This matter has a complicated procedural history which is familiar to both parties,
so we need not fully recite it here. In summary, Bennett, a federal prisoner, was
convicted of conspiracy to distribute more than five kilograms of cocaine and fifty grams
of cocaine base (“crack cocaine”) in violation of 21 U.S.C. § 846. His original sentence
was vacated and he was resentenced in light of United States v. Booker, 543 U.S. 220
(2005). At the resentencing hearing, the District Court determined the offense level to be
38 based on the evidence in the trial record which supported a finding that Bennett was
involved in distributing over 150 kilograms of cocaine and over 1.5 kilograms of crack.

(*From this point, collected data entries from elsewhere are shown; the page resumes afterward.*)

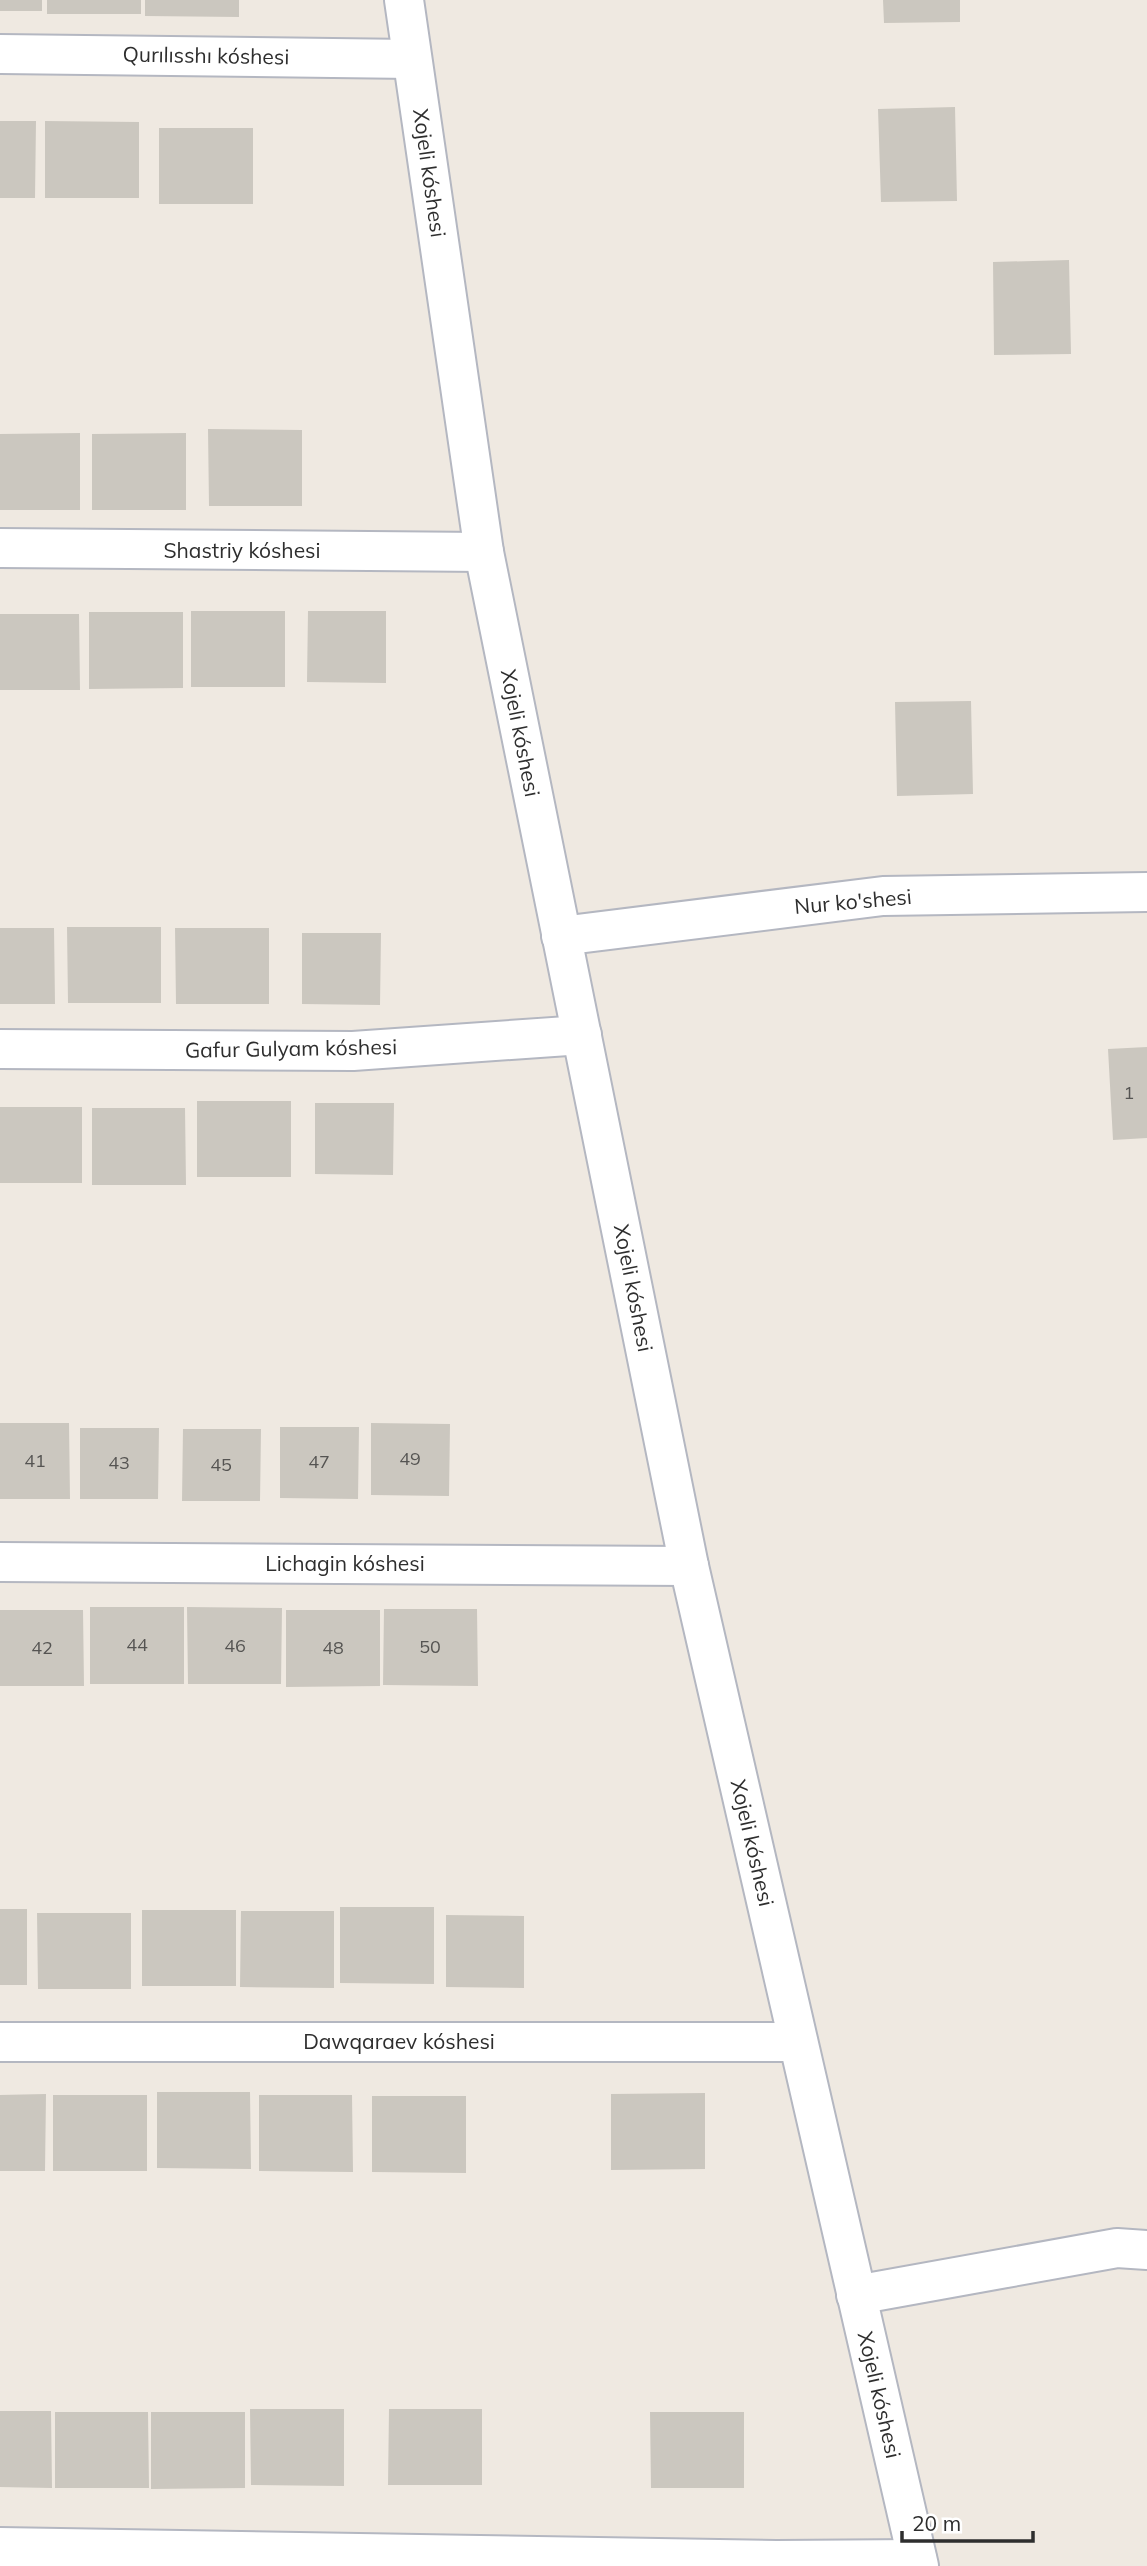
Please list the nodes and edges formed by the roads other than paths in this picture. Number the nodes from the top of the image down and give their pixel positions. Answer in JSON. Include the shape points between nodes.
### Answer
{"nodes":[{"id":1,"x":404,"y":0,"type":"edge"},
{"id":2,"x":0,"y":54,"type":"edge"},
{"id":3,"x":412,"y":59,"type":"junction"},
{"id":4,"x":0,"y":548,"type":"edge"},
{"id":5,"x":484,"y":552,"type":"junction"},
{"id":6,"x":1147,"y":892,"type":"edge"},
{"id":7,"x":561,"y":936,"type":"junction"},
{"id":8,"x":582,"y":1035,"type":"junction"},
{"id":9,"x":0,"y":1049,"type":"edge"},
{"id":10,"x":0,"y":1562,"type":"edge"},
{"id":11,"x":689,"y":1566,"type":"junction"},
{"id":12,"x":0,"y":2042,"type":"edge"},
{"id":13,"x":798,"y":2042,"type":"junction"},
{"id":14,"x":1147,"y":2250,"type":"edge"},
{"id":15,"x":856,"y":2295,"type":"junction"},
{"id":16,"x":0,"y":2547,"type":"edge"},
{"id":17,"x":918,"y":2562,"type":"edge"}],
"edges":[{"from":1,"to":3,"type":"street","name":"Xojeli kóshesi"},
{"from":2,"to":3,"type":"street","name":"Qurılısshı kóshesi"},
{"from":3,"to":5,"type":"street","name":"Xojeli kóshesi"},
{"from":4,"to":5,"type":"street","name":"Shastriy kóshesi"},
{"from":5,"to":7,"type":"street","name":"Xojeli kóshesi"},
{"from":6,"to":7,"type":"street","name":"Nur ko'shesi","via":[[883,896]]},
{"from":7,"to":8,"type":"street","name":"Xojeli kóshesi"},
{"from":8,"to":9,"type":"street","name":"Gafur Gulyam kóshesi","via":[[353,1051]]},
{"from":8,"to":11,"type":"street","name":"Xojeli kóshesi"},
{"from":10,"to":11,"type":"street","name":"Lichagin kóshesi"},
{"from":11,"to":13,"type":"street","name":"Xojeli kóshesi"},
{"from":12,"to":13,"type":"street","name":"Dawqaraev kóshesi"},
{"from":13,"to":15,"type":"street","name":"Xojeli kóshesi"},
{"from":14,"to":15,"type":"street","via":[[1117,2248]]},
{"from":15,"to":17,"type":"street","name":"Xojeli kóshesi"},
{"from":16,"to":17,"type":"street"}]}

Bennett was sentenced to 235 months’ imprisonment, and the sentence was affirmed on
appeal. United States v. Bennett, 427 F. App’x 228, 232 (3d Cir. 2011).
In December 2011, Bennett filed a motion for reduction of sentence pursuant to §
3582(c)(2), arguing that he was entitled to a sentence reduction in light of retroactive
Amendments 706 and 750 to the United States Sentencing Guidelines, which lowered the
base offense level under U.S.S.G. § 2D1.1(c) for most crack cocaine offenses. The
District Court denied the motion. Bennett then filed a subsequent motion for
reconsideration pursuant to Fed. R. Civ. P. 59(e) and a “Motion to Set Aside Judgment”
pursuant to Fed. R. Civ. P. 60(b), both of which were denied in an order entered July 26,
2012, and Bennett appealed.
2
We must first determine the scope of this appeal. To be timely, a defendant’s
notice of appeal in a criminal case must be filed in the district court no later than 14 days
after the challenged order is entered. Fed. R. Crim. P. 4(b)(1)(A). A § 3582(c)(2) motion
is considered a continuation of the criminal proceedings and, accordingly, the 14-day
period for filing a notice of appeal applies. See United States v. Espinosa-Talamantes,
319 F.3d 1245, 1246 (10th Cir. 2003). A motion for reconsideration can toll the time for
taking an appeal if filed within the period allotted for filing a notice of appeal. See United
States v. Christy, 3 F.3d 765, 767 n.1 (4th Cir. 1993); see also United States v. Vicaria,
963 F.2d 1412, 1413-14 (11th Cir. 1997) (per curiam) (“the timely filing of such a motion
in a criminal action tolls the time for filing a notice of appeal and the time begins to run
anew following disposition of the motion”). The District Court’s order denying the §
3582(c)(2) motion was entered on December 9, 2011, but the motion for reconsideration
was not filed until 38 days later on January 11, 2012. Therefore, Bennett’s motion for
reconsideration did not operate to toll the period for filing an effective notice of appeal.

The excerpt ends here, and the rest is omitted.